#### Required work:
From the material below, copy each line that holds the word "Virginia".

**********

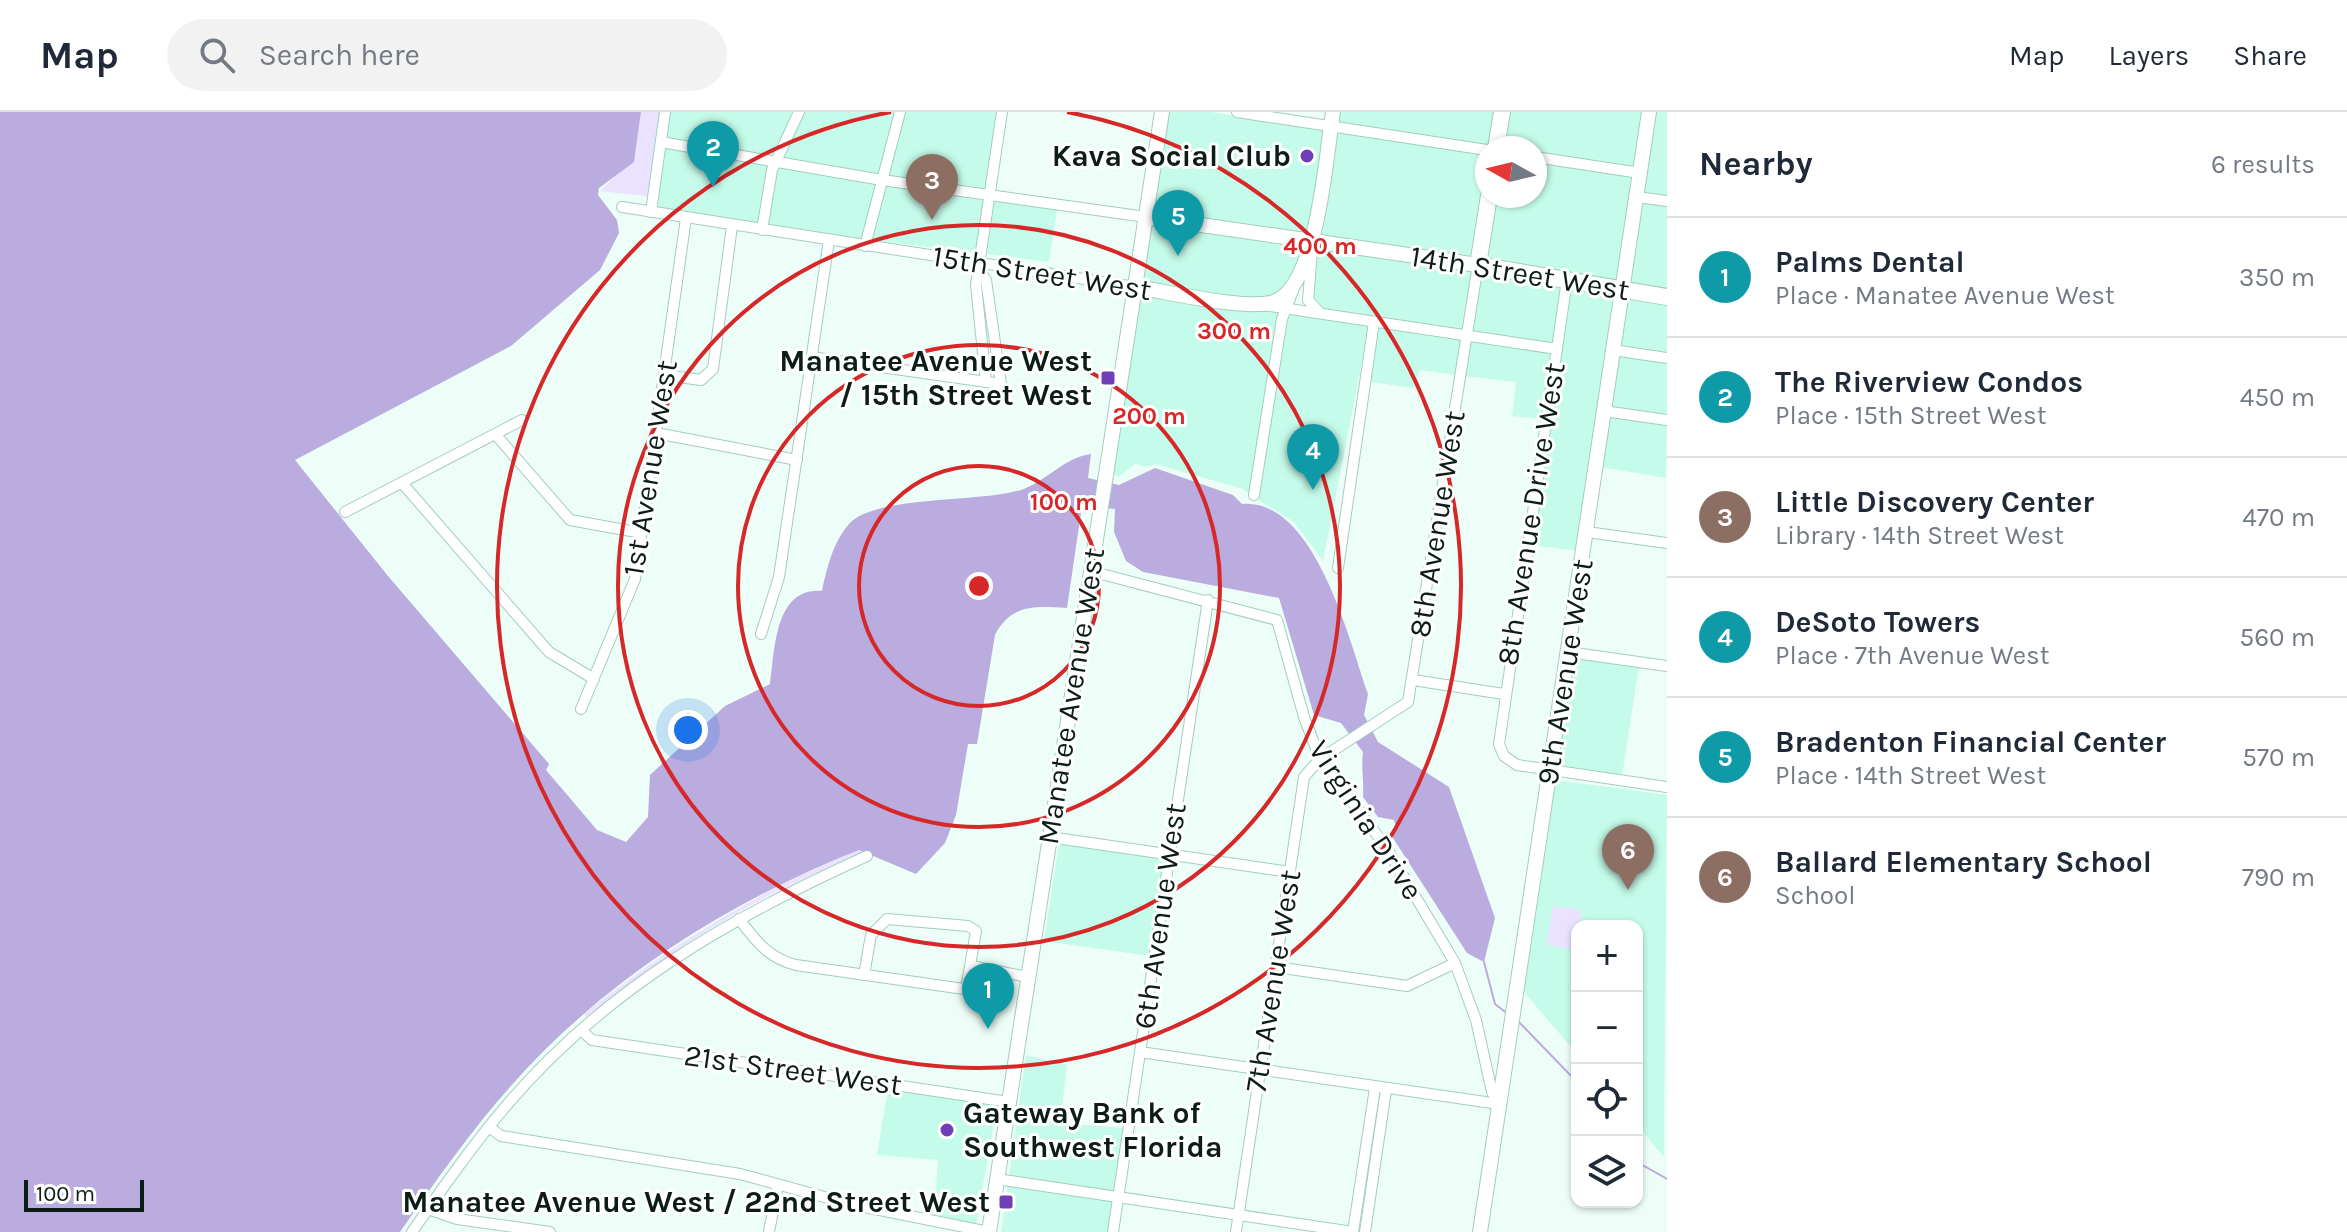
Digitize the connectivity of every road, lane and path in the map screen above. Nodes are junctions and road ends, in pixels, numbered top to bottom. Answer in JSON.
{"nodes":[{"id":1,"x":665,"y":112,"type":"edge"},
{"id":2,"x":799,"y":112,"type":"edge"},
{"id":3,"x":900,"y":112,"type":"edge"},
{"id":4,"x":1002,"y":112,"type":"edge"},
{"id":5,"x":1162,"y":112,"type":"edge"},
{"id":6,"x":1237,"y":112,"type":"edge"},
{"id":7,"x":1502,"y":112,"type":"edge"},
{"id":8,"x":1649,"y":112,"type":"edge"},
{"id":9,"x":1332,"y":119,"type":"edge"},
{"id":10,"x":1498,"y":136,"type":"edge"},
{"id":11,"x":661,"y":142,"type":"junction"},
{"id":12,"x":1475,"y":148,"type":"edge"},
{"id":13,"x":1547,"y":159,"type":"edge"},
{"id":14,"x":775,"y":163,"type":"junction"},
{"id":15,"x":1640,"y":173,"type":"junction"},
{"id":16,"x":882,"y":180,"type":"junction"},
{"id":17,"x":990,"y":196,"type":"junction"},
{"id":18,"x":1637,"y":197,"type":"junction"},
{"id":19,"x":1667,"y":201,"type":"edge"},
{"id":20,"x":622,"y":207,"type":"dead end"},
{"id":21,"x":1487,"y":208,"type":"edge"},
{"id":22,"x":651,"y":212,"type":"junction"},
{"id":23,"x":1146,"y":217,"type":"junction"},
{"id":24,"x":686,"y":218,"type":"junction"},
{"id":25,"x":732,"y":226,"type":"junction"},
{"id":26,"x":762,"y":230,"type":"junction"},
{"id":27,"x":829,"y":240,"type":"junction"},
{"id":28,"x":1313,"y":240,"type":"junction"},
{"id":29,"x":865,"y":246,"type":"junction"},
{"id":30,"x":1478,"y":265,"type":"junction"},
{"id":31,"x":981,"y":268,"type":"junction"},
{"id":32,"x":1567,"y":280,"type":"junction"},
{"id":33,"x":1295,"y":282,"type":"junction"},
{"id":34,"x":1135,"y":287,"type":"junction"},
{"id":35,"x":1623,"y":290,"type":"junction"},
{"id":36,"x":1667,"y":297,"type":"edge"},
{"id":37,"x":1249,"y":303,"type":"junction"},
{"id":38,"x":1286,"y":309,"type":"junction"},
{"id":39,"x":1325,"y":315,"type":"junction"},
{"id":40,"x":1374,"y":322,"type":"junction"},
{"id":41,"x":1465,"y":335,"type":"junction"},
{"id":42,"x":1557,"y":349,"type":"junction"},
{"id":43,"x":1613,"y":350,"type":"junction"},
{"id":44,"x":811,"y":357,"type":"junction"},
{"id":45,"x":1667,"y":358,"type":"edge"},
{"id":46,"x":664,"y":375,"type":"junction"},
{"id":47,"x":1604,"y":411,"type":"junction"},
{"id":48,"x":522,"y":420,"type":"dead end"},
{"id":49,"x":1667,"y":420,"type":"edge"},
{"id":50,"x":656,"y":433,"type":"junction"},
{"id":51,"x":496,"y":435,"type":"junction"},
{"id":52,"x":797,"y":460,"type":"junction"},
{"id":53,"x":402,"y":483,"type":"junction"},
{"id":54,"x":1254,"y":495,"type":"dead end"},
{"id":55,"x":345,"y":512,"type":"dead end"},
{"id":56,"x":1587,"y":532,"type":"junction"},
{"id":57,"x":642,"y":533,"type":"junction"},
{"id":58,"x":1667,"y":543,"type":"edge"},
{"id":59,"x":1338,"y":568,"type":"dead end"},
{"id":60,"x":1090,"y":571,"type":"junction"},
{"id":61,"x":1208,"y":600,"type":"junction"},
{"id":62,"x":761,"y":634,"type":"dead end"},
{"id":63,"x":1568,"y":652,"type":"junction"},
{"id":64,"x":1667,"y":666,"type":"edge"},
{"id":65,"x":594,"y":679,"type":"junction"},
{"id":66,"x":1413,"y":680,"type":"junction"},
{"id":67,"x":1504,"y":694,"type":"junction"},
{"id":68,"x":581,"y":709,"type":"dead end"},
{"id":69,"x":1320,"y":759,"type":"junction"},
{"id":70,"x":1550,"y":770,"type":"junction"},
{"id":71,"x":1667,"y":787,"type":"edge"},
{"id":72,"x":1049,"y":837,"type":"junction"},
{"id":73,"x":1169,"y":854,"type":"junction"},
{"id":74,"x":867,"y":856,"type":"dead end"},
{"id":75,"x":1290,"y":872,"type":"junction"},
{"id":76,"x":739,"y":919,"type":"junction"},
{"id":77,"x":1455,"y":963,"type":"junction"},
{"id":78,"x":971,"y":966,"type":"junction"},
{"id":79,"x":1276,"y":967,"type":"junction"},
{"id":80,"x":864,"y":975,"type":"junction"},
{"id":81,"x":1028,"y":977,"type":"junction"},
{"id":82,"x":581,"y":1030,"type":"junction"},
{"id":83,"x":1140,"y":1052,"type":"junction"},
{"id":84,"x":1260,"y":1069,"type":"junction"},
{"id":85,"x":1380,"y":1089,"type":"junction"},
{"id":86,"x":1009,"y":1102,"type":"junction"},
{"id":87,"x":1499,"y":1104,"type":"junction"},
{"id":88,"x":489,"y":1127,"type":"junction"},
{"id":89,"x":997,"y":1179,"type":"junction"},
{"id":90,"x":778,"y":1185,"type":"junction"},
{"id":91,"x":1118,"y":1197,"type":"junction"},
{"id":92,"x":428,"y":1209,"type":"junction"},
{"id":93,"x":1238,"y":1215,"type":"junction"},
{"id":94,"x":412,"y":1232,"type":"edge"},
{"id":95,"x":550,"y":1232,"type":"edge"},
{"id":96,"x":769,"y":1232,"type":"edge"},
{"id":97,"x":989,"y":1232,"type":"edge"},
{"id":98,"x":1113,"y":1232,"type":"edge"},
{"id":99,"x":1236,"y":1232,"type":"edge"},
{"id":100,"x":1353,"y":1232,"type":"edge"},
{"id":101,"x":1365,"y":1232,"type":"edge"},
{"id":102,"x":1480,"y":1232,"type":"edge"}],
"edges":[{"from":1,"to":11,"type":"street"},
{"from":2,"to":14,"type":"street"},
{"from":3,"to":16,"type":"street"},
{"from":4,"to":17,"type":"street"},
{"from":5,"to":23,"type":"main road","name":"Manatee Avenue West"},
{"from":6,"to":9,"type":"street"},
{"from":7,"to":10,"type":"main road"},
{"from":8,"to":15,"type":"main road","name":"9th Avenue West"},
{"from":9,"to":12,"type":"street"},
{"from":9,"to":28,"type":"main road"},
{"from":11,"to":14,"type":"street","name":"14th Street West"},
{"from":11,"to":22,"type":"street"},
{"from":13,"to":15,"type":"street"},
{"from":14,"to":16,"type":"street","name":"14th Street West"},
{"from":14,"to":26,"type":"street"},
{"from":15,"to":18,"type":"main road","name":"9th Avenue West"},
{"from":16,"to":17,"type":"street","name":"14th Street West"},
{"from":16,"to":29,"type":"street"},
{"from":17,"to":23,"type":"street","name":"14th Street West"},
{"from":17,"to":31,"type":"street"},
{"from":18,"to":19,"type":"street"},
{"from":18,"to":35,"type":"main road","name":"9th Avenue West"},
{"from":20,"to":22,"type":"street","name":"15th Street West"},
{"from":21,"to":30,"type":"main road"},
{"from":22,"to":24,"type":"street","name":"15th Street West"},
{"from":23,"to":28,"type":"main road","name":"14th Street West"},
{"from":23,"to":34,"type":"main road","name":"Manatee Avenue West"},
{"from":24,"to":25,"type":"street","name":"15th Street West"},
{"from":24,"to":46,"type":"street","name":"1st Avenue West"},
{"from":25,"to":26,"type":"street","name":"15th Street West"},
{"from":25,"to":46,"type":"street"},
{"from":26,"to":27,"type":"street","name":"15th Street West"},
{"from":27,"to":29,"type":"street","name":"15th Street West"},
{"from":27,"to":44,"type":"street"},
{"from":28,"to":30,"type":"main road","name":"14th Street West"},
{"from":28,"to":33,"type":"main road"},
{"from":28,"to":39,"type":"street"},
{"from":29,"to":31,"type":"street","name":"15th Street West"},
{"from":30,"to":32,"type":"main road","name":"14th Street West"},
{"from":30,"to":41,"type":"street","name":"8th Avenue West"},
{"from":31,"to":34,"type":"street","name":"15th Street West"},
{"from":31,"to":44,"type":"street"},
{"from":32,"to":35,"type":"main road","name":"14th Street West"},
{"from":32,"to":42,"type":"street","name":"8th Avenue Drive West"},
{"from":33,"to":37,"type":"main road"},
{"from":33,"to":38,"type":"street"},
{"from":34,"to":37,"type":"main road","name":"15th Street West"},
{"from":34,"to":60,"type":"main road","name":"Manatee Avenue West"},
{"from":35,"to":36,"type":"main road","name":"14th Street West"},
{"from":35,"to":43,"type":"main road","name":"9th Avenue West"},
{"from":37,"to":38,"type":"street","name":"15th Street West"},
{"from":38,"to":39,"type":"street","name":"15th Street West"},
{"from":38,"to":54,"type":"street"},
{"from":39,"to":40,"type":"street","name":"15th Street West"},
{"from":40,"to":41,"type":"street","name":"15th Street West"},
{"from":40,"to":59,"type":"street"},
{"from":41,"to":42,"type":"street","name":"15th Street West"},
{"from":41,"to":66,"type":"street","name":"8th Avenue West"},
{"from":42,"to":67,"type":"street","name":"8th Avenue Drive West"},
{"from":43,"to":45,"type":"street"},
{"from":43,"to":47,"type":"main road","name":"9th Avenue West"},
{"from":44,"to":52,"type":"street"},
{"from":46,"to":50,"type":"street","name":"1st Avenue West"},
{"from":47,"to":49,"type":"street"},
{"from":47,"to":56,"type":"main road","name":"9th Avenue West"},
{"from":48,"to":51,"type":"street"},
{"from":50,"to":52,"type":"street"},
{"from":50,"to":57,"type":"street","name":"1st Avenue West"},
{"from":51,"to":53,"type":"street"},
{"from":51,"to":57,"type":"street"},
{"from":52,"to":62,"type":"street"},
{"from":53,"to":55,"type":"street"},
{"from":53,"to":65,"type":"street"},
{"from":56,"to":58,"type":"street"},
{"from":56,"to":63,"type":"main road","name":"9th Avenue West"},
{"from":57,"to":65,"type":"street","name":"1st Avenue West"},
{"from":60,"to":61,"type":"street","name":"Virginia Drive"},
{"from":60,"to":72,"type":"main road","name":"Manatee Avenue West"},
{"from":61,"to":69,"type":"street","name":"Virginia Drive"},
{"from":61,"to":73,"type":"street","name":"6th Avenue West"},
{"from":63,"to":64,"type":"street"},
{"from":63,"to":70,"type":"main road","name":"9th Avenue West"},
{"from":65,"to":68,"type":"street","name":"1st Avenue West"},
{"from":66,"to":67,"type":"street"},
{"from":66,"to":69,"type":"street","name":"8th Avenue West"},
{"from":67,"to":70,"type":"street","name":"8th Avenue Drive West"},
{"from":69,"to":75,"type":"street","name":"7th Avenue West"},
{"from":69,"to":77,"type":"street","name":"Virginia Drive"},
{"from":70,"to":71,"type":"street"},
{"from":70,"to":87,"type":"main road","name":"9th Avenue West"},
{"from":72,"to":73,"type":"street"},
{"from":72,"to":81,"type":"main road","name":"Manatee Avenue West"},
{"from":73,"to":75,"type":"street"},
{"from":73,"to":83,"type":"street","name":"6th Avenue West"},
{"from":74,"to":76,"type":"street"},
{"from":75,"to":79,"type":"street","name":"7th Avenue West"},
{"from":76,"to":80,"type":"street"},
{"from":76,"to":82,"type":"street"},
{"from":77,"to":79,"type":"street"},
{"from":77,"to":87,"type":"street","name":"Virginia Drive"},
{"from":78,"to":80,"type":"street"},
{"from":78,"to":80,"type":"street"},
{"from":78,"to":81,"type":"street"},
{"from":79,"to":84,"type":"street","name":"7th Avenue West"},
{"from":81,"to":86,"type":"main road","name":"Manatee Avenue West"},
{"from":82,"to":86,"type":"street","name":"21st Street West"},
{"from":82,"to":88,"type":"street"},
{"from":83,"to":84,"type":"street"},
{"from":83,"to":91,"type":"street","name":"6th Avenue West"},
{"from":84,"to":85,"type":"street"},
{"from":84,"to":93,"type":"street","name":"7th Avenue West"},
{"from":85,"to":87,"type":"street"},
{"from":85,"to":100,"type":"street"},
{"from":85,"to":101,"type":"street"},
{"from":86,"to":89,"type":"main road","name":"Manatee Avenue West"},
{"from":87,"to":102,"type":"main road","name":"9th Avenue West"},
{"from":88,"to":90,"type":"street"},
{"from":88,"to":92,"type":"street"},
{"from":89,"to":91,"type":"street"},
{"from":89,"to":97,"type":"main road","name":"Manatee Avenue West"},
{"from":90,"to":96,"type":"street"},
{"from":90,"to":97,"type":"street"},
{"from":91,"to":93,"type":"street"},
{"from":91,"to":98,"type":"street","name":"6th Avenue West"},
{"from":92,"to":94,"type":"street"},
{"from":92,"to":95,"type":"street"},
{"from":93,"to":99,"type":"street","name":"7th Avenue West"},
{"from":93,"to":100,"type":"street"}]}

**********

#### Written answer:
{"from":60,"to":61,"type":"street","name":"Virginia Drive"},
{"from":61,"to":69,"type":"street","name":"Virginia Drive"},
{"from":69,"to":77,"type":"street","name":"Virginia Drive"},
{"from":77,"to":87,"type":"street","name":"Virginia Drive"},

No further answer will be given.